**Work request:**
Among the entries below, how many lines hold "Rosario"? Reply with the number only.

**Record excerpts:**
+++
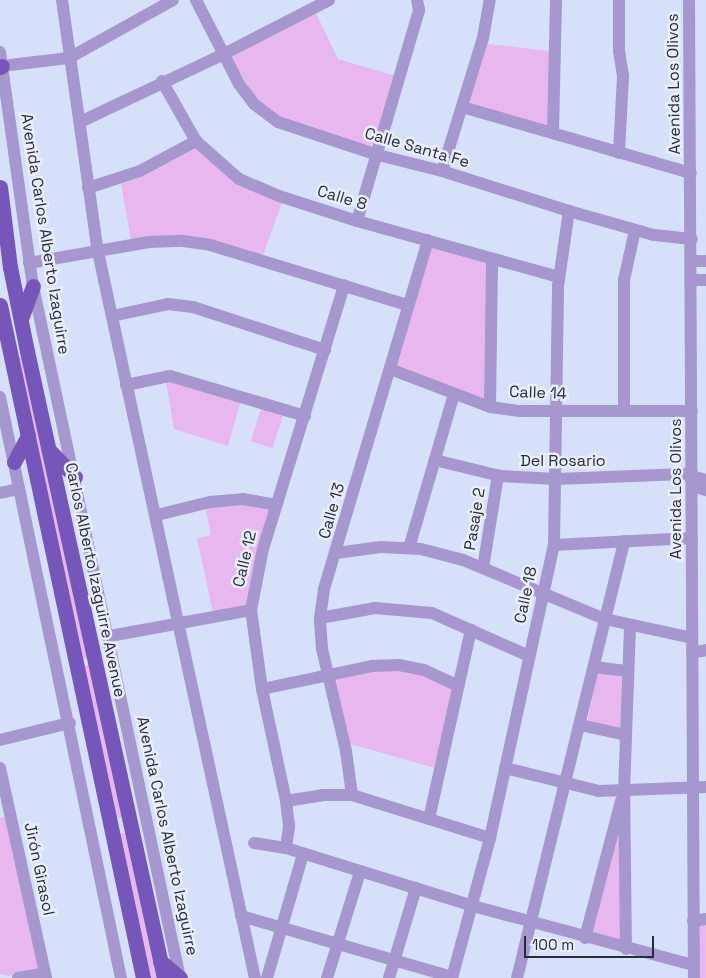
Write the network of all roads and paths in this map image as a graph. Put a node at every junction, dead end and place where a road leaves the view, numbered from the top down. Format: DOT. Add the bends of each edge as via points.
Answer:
graph roads {
  1 [pos="62,0"];
  2 [pos="173,0"];
  3 [pos="196,0"];
  4 [pos="329,0"];
  5 [pos="417,0"];
  6 [pos="490,0"];
  7 [pos="556,0"];
  8 [pos="619,0"];
  9 [pos="689,0"];
  10 [pos="224,54"];
  11 [pos="69,58"];
  12 [pos="1,62"];
  13 [pos="162,81"];
  14 [pos="462,107"];
  15 [pos="80,122"];
  16 [pos="553,132"];
  17 [pos="196,141"];
  18 [pos="619,153"];
  19 [pos="378,155"];
  20 [pos="442,171"];
  21 [pos="691,173"];
  22 [pos="0,187"];
  23 [pos="88,188"];
  24 [pos="569,211"];
  25 [pos="2,219"];
  26 [pos="357,221"];
  27 [pos="634,230"];
  28 [pos="692,239"];
  29 [pos="428,240"];
  30 [pos="98,252"];
  31 [pos="492,260"];
  32 [pos="692,261"];
  33 [pos="706,261"];
  34 [pos="30,263"];
  35 [pos="559,277"];
  36 [pos="692,280"];
  37 [pos="706,280"];
  38 [pos="344,285"];
  39 [pos="33,286"];
  40 [pos="0,305"];
  41 [pos="408,305"];
  42 [pos="112,316"];
  43 [pos="21,319"];
  44 [pos="2,323"];
  45 [pos="324,350"];
  46 [pos="9,351"];
  47 [pos="27,351"];
  48 [pos="390,369"];
  49 [pos="126,385"];
  50 [pos="454,394"];
  51 [pos="0,397"];
  52 [pos="490,406"];
  53 [pos="556,410"];
  54 [pos="624,410"];
  55 [pos="692,411"];
  56 [pos="305,416"];
  57 [pos="28,436"];
  58 [pos="50,451"];
  59 [pos="435,460"];
  60 [pos="14,462"];
  61 [pos="498,475"];
  62 [pos="75,477"];
  63 [pos="557,480"];
  64 [pos="692,480"];
  65 [pos="706,480"];
  66 [pos="19,489"];
  67 [pos="706,490"];
  68 [pos="0,493"];
  69 [pos="276,505"];
  70 [pos="157,515"];
  71 [pos="692,538"];
  72 [pos="624,542"];
  73 [pos="554,545"];
  74 [pos="409,548"];
  75 [pos="336,553"];
  76 [pos="483,568"];
  77 [pos="706,580"];
  78 [pos="693,587"];
  79 [pos="544,592"];
  80 [pos="251,610"];
  81 [pos="320,618"];
  82 [pos="605,619"];
  83 [pos="178,624"];
  84 [pos="630,625"];
  85 [pos="471,630"];
  86 [pos="110,636"];
  87 [pos="692,638"];
  88 [pos="706,650"];
  89 [pos="692,653"];
  90 [pos="529,656"];
  91 [pos="594,667"];
  92 [pos="628,671"];
  93 [pos="328,674"];
  94 [pos="458,686"];
  95 [pos="262,689"];
  96 [pos="706,721"];
  97 [pos="70,723"];
  98 [pos="692,724"];
  99 [pos="580,725"];
  100 [pos="626,735"];
  101 [pos="0,740"];
  102 [pos="0,768"];
  103 [pos="505,768"];
  104 [pos="567,782"];
  105 [pos="700,788"];
  106 [pos="624,791"];
  107 [pos="352,795"];
  108 [pos="286,802"];
  109 [pos="5,815"];
  110 [pos="130,817"];
  111 [pos="429,819"];
  112 [pos="112,821"];
  113 [pos="490,838"];
  114 [pos="254,843"];
  115 [pos="286,848"];
  116 [pos="303,854"];
  117 [pos="700,855"];
  118 [pos="360,872"];
  119 [pos="416,888"];
  120 [pos="473,906"];
  121 [pos="241,916"];
  122 [pos="699,920"];
  123 [pos="532,921"];
  124 [pos="282,927"];
  125 [pos="585,938"];
  126 [pos="336,943"];
  127 [pos="626,949"];
  128 [pos="160,961"];
  129 [pos="394,961"];
  130 [pos="693,972"];
  131 [pos="45,976"];
  132 [pos="18,978"];
  133 [pos="121,978"];
  134 [pos="143,978"];
  135 [pos="164,978"];
  136 [pos="180,978"];
  137 [pos="255,978"];
  138 [pos="267,978"];
  139 [pos="327,978"];
  140 [pos="389,978"];
  141 [pos="452,978"];
  142 [pos="517,978"];
  1 -- 11 [label="street"];
  2 -- 11 [label="street"];
  3 -- 10 [label="street, Calle Santa Fe"];
  4 -- 10 [label="street"];
  5 -- 19 [label="street" via="419,10"];
  6 -- 14 [label="street" via="483,38"];
  7 -- 16 [label="street"];
  8 -- 18 [label="street" via="619,52 623,76"];
  9 -- 21 [label="street, Avenida Los Olivos"];
  10 -- 13 [label="street"];
  10 -- 19 [label="street, Calle Santa Fe" via="248,97 264,113 278,122"];
  11 -- 12 [label="street"];
  11 -- 15 [label="street"];
  12 -- 34 [label="street, Avenida Carlos Alberto Izaguirre"];
  13 -- 15 [label="street"];
  13 -- 17 [label="street, Calle 8"];
  14 -- 16 [label="street"];
  14 -- 20 [label="street"];
  15 -- 23 [label="street"];
  16 -- 18 [label="street"];
  17 -- 23 [label="street" via="140,171"];
  17 -- 26 [label="street, Calle 8" via="239,178 279,196"];
  18 -- 21 [label="street"];
  19 -- 20 [label="street, Calle Santa Fe"];
  19 -- 26 [label="street"];
  20 -- 24 [label="street, Calle Santa Fe"];
  21 -- 28 [label="street, Avenida Los Olivos"];
  22 -- 25 [label="main road, Carlos Alberto Izaguirre Avenue"];
  23 -- 30 [label="street"];
  24 -- 27 [label="street, Calle Santa Fe"];
  24 -- 35 [label="street, Calle 18"];
  25 -- 43 [label="main road, Carlos Alberto Izaguirre Avenue"];
  26 -- 29 [label="street, Calle 8"];
  27 -- 28 [label="street, Calle Santa Fe"];
  27 -- 54 [label="street" via="624,280"];
  28 -- 32 [label="street, Avenida Los Olivos"];
  29 -- 31 [label="street, Calle 8"];
  29 -- 41 [label="street, Calle 13"];
  30 -- 34 [label="street"];
  30 -- 38 [label="street" via="149,242 210,244"];
  30 -- 42 [label="street"];
  31 -- 35 [label="street, Calle 8"];
  31 -- 52 [label="street"];
  32 -- 33 [label="street"];
  32 -- 36 [label="street, Avenida Los Olivos"];
  34 -- 39 [label="street, Avenida Carlos Alberto Izaguirre"];
  35 -- 53 [label="street, Calle 18"];
  36 -- 37 [label="street"];
  36 -- 55 [label="street, Avenida Los Olivos"];
  38 -- 41 [label="street"];
  38 -- 45 [label="street, Calle 12"];
  39 -- 43 [label="main road"];
  39 -- 62 [label="street, Avenida Carlos Alberto Izaguirre"];
  40 -- 44 [label="main road"];
  41 -- 48 [label="street, Calle 13"];
  42 -- 45 [label="street" via="168,304 193,307"];
  42 -- 49 [label="street"];
  43 -- 47 [label="main road, Carlos Alberto Izaguirre Avenue"];
  44 -- 46 [label="main road"];
  45 -- 56 [label="street, Calle 12"];
  46 -- 47 [label="main road" via="21,347"];
  46 -- 57 [label="main road"];
  47 -- 58 [label="main road, Carlos Alberto Izaguirre Avenue"];
  48 -- 50 [label="street, Calle 14"];
  48 -- 75 [label="street, Calle 13"];
  49 -- 56 [label="street" via="170,376"];
  49 -- 70 [label="street"];
  50 -- 52 [label="street, Calle 14"];
  50 -- 59 [label="street"];
  51 -- 60 [label="street"];
  52 -- 53 [label="street, Calle 14" via="520,411"];
  53 -- 54 [label="street, Calle 14"];
  53 -- 63 [label="street, Calle 18"];
  54 -- 55 [label="street, Calle 14"];
  55 -- 64 [label="street, Avenida Los Olivos"];
  56 -- 69 [label="street, Calle 12"];
  57 -- 60 [label="main road"];
  57 -- 112 [label="main road"];
  58 -- 62 [label="main road"];
  58 -- 110 [label="main road, Carlos Alberto Izaguirre Avenue"];
  59 -- 61 [label="street, Del Rosario"];
  59 -- 74 [label="street"];
  60 -- 66 [label="street"];
  61 -- 63 [label="street, Del Rosario"];
  61 -- 76 [label="street, Pasaje 2"];
  62 -- 86 [label="street, Avenida Carlos Alberto Izaguirre"];
  63 -- 64 [label="street, Del Rosario"];
  63 -- 73 [label="street, Calle 18"];
  64 -- 65 [label="street"];
  64 -- 67 [label="street"];
  64 -- 71 [label="street, Avenida Los Olivos"];
  66 -- 68 [label="street"];
  66 -- 97 [label="street"];
  69 -- 70 [label="street" via="243,499 227,500"];
  69 -- 80 [label="street, Calle 12"];
  70 -- 83 [label="street"];
  71 -- 72 [label="street"];
  71 -- 78 [label="street, Avenida Los Olivos"];
  72 -- 73 [label="street"];
  72 -- 82 [label="street"];
  73 -- 79 [label="street, Calle 18"];
  74 -- 75 [label="street" via="382,547"];
  74 -- 76 [label="street" via="463,560"];
  75 -- 81 [label="street, Calle 13" via="324,589"];
  76 -- 79 [label="street"];
  77 -- 78 [label="street"];
  78 -- 87 [label="street, Avenida Los Olivos"];
  79 -- 82 [label="street"];
  79 -- 90 [label="street, Calle 18"];
  80 -- 83 [label="street"];
  80 -- 95 [label="street, Calle 12"];
  81 -- 85 [label="street" via="375,608 407,609 432,613"];
  81 -- 93 [label="street, Calle 13"];
  82 -- 84 [label="street"];
  82 -- 91 [label="street"];
  83 -- 86 [label="street"];
  83 -- 121 [label="street"];
  84 -- 87 [label="street"];
  84 -- 92 [label="street"];
  85 -- 90 [label="street"];
  85 -- 94 [label="street"];
  86 -- 136 [label="street, Avenida Carlos Alberto Izaguirre"];
  87 -- 89 [label="street, Avenida Los Olivos"];
  88 -- 89 [label="street"];
  89 -- 98 [label="street, Avenida Los Olivos"];
  90 -- 103 [label="street, Calle 18"];
  91 -- 92 [label="street"];
  91 -- 99 [label="street"];
  92 -- 100 [label="street"];
  93 -- 94 [label="street" via="399,665 424,670"];
  93 -- 95 [label="street"];
  93 -- 107 [label="street, Calle 13"];
  94 -- 111 [label="street"];
  95 -- 108 [label="street, Calle 12"];
  96 -- 98 [label="street"];
  97 -- 101 [label="street"];
  97 -- 133 [label="street"];
  98 -- 105 [label="street, Avenida Los Olivos"];
  99 -- 100 [label="street"];
  99 -- 104 [label="street"];
  100 -- 106 [label="street"];
  102 -- 109 [label="street, Jirón Girasol"];
  103 -- 104 [label="street"];
  103 -- 113 [label="street, Calle 18"];
  104 -- 106 [label="street" via="599,791"];
  104 -- 123 [label="street"];
  105 -- 106 [label="street"];
  105 -- 117 [label="street, Avenida Los Olivos"];
  106 -- 125 [label="street"];
  106 -- 127 [label="street"];
  107 -- 108 [label="street" via="323,795"];
  107 -- 111 [label="street"];
  108 -- 115 [label="street, Calle 12" via="289,826"];
  109 -- 131 [label="street, Jirón Girasol"];
  110 -- 112 [label="main road" via="124,826"];
  110 -- 128 [label="main road, Carlos Alberto Izaguirre Avenue"];
  111 -- 113 [label="street"];
  112 -- 134 [label="main road"];
  113 -- 120 [label="street, Calle 18"];
  114 -- 115 [label="street"];
  115 -- 116 [label="street"];
  116 -- 118 [label="street"];
  116 -- 124 [label="street"];
  117 -- 122 [label="street, Avenida Los Olivos"];
  118 -- 119 [label="street"];
  118 -- 126 [label="street"];
  119 -- 120 [label="street"];
  119 -- 129 [label="street"];
  120 -- 123 [label="street"];
  120 -- 141 [label="street, Calle 18"];
  121 -- 124 [label="street"];
  121 -- 137 [label="street"];
  122 -- 130 [label="street, Avenida Los Olivos"];
  123 -- 125 [label="street"];
  123 -- 142 [label="street"];
  124 -- 126 [label="street"];
  124 -- 138 [label="street"];
  125 -- 127 [label="street"];
  126 -- 129 [label="street"];
  126 -- 139 [label="street"];
  127 -- 130 [label="street"];
  128 -- 135 [label="main road, Carlos Alberto Izaguirre Avenue"];
  128 -- 136 [label="main road"];
  129 -- 140 [label="street"];
  129 -- 141 [label="street"];
  131 -- 132 [label="street"];
}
+++
**Solution to the problem:**
3